Global Spatial-Temporal Information-based Residual ConvLSTM for Video Space-Time Super-Resolution
Congrui Fu, Hui Yuan, Shiqi Jiang, Guanghui Zhang, Liquan Shen, and, Raouf Hamzaoui

TL;DR
This paper introduces GIRNet, a CNN that combines deformable convolutions and residual convLSTM modules to improve space-time video super-resolution, achieving better quality than existing methods.
Contribution
The novel GIRNet architecture integrates feature-level temporal interpolation with global spatial-temporal residual convLSTM for enhanced video super-resolution.
Findings
Outperforms state-of-the-art in PSNR and SSIM on Vimeo90K dataset.
Effectively utilizes deformable convolutions for motion adaptation.
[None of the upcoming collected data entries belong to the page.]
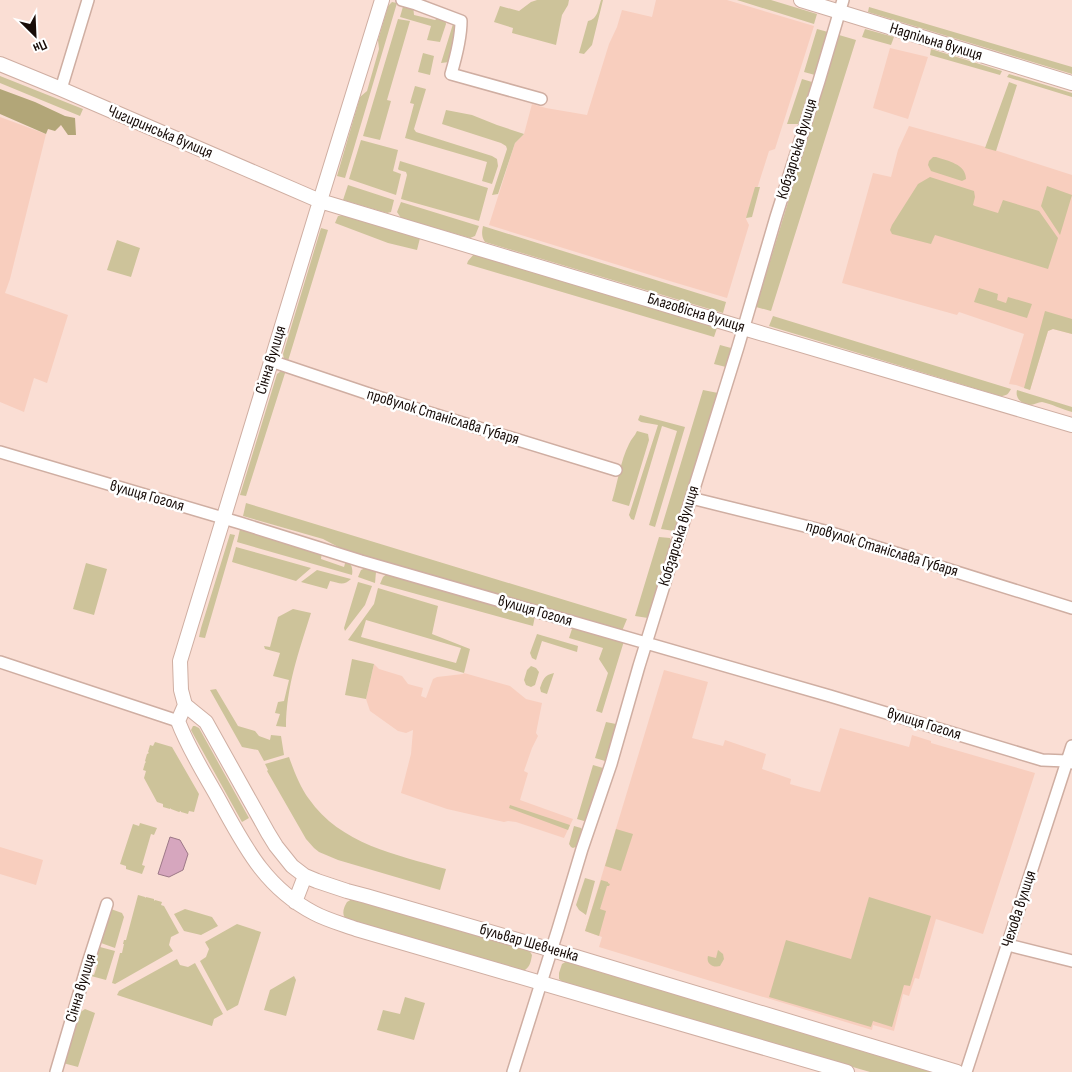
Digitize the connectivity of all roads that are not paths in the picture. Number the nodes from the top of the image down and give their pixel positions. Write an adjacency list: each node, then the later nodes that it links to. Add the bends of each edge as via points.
1 (88, 0): 8 (street)
2 (382, 0): 10 (main road, Сінна вулиця)
3 (402, 0): 9 (street, via 461,21 451,74)
4 (801, 0): 5 (main road, Надпільна вулиця)
5 (841, 6): 7 (main road, Надпільна вулиця); 11 (street, Кобзарська вулиця)
6 (0, 64): 8 (main road, Чигиринська вулиця)
7 (1072, 83)
8 (61, 89): 10 (main road, Чигиринська вулиця)
9 (541, 99)
10 (320, 201): 11 (main road, Благовісна вулиця); 12 (main road, Сінна вулиця)
11 (744, 328): 13 (main road, Благовісна вулиця); 16 (street, Кобзарська вулиця)
12 (271, 361): 15 (street, провулок Станіслава Губаря); 17 (main road, Сінна вулиця)
13 (1072, 425)
14 (0, 452): 17 (street, вулиця Гоголя)
15 (616, 470)
16 (690, 498): 18 (street, провулок Станіслава Губаря, via 825,531); 19 (street, Кобзарська вулиця)
17 (224, 519): 19 (street, вулиця Гоголя); 21 (main road, Сінна вулиця, via 180,661)
18 (1072, 608)
19 (646, 643): 24 (street, вулиця Гоголя, via 1042,760); 29 (street, Кобзарська вулиця)
20 (0, 662): 22 (street)
21 (185, 705): 22 (main road); 25 (main road, бульвар Шевченка, via 206,722 276,846)
22 (178, 721): 26 (main road, via 188,746 249,854 270,880)
23 (1072, 746): 24 (street, Чехова вулиця)
24 (1070, 762): 28 (street, Чехова вулиця)
25 (305, 876): 26 (main road); 29 (main road, бульвар Шевченка, via 329,886)
26 (295, 902): 31 (main road, via 356,929)
27 (107, 904): 32 (street, Сінна вулиця)
28 (1008, 944): 30 (street); 36 (street, Чехова вулиця)
29 (552, 950): 31 (street, Кобзарська вулиця); 35 (main road, бульвар Шевченка)
30 (1072, 962)
31 (541, 982): 33 (street, Кобзарська вулиця); 34 (main road)
32 (56, 1072)
33 (512, 1072)
34 (847, 1072)
35 (957, 1072)
36 (966, 1072)

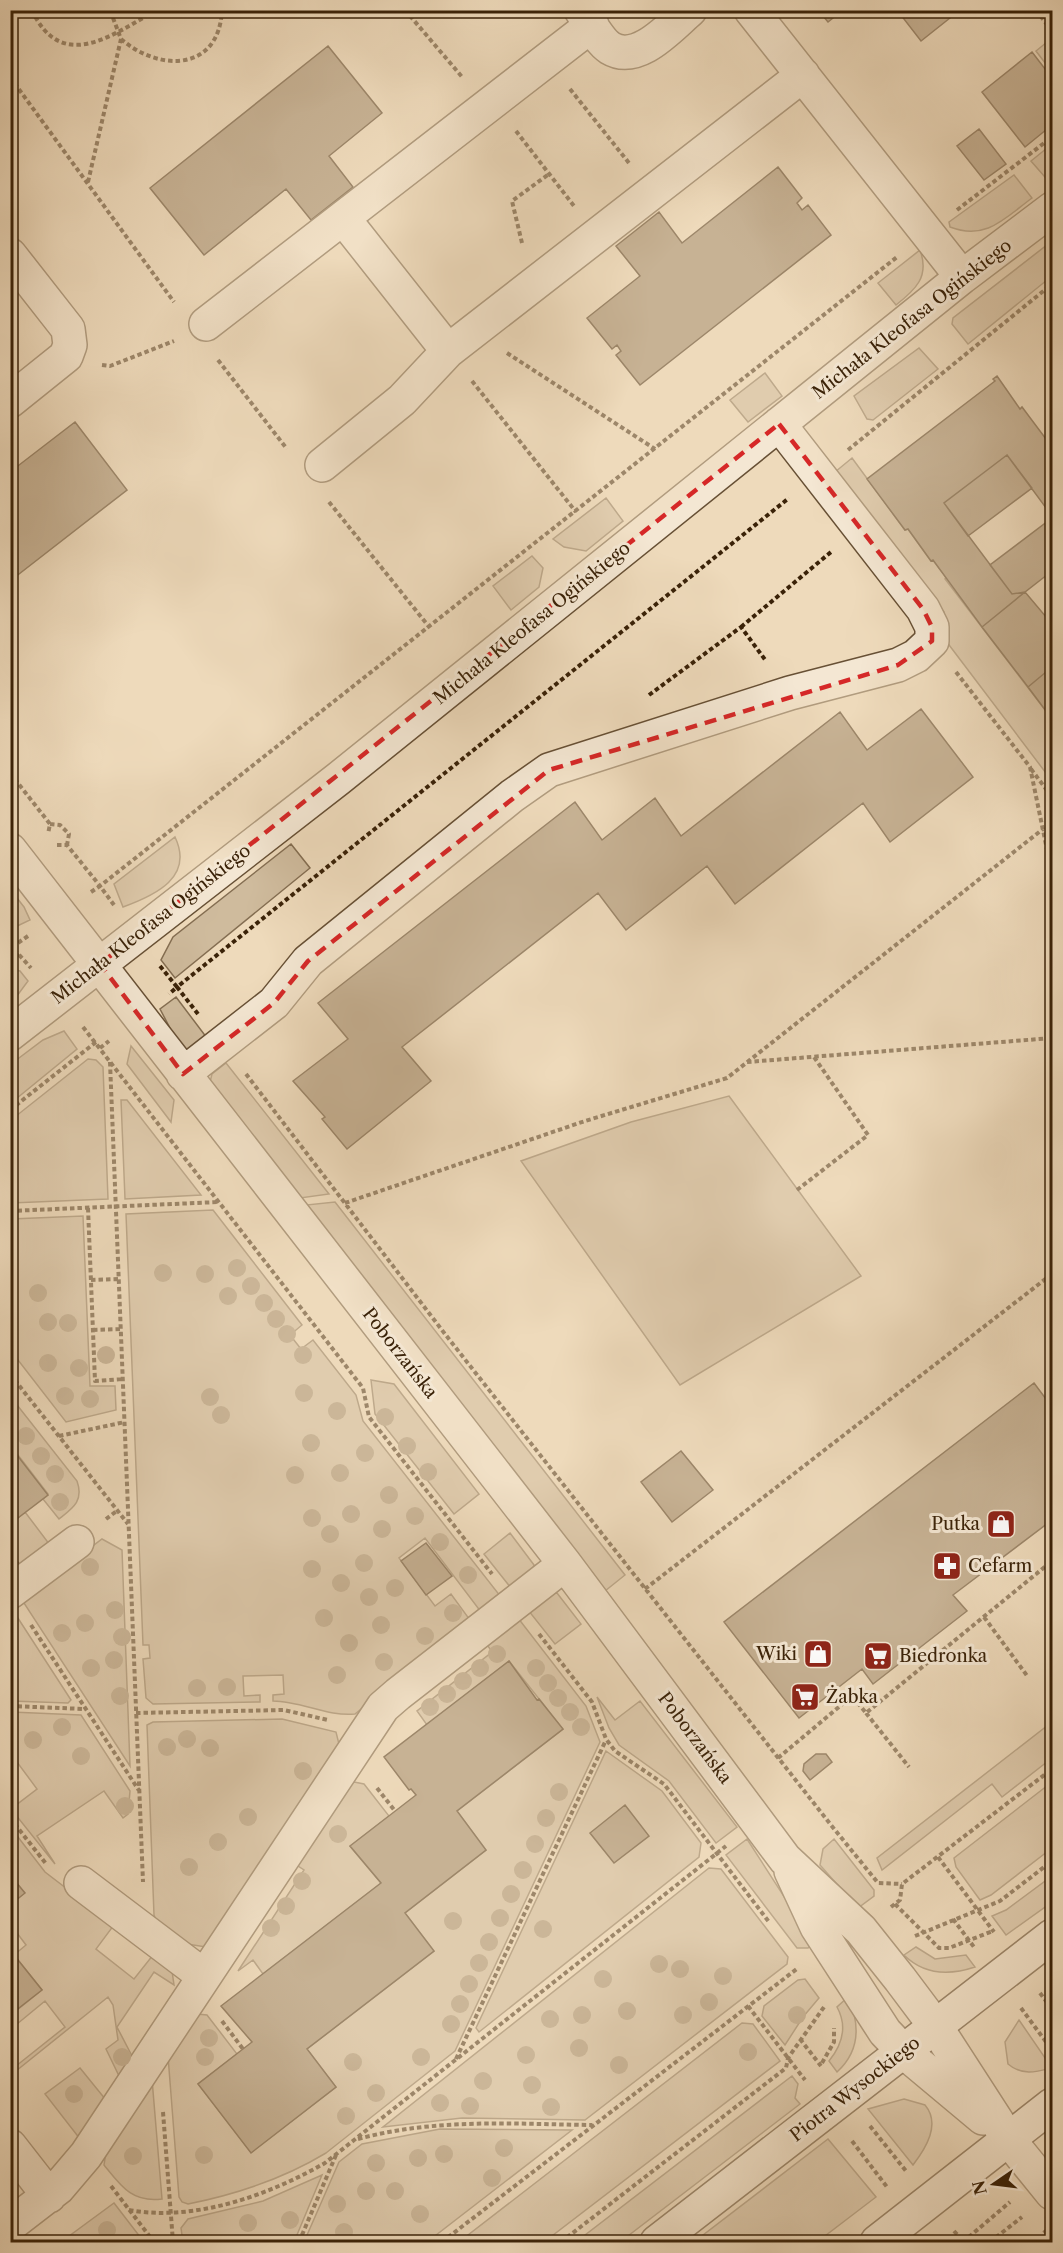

Achieves higher visual quality in reconstructed videos.
Abstract
By converting low-frame-rate, low-resolution videos into high-frame-rate, high-resolution ones, space-time video super-resolution techniques can enhance visual experiences and facilitate more efficient information dissemination. We propose a convolutional neural network (CNN) for space-time video super-resolution, namely GIRNet. To generate highly accurate features and thus improve performance, the proposed network integrates a feature-level temporal interpolation module with deformable convolutions and a global spatial-temporal information-based residual convolutional long short-term memory (convLSTM) module. In the feature-level temporal interpolation module, we leverage deformable convolution, which adapts to deformations and scale variations of objects across different scene locations. This presents a more efficient solution than conventional convolution for extracting features from…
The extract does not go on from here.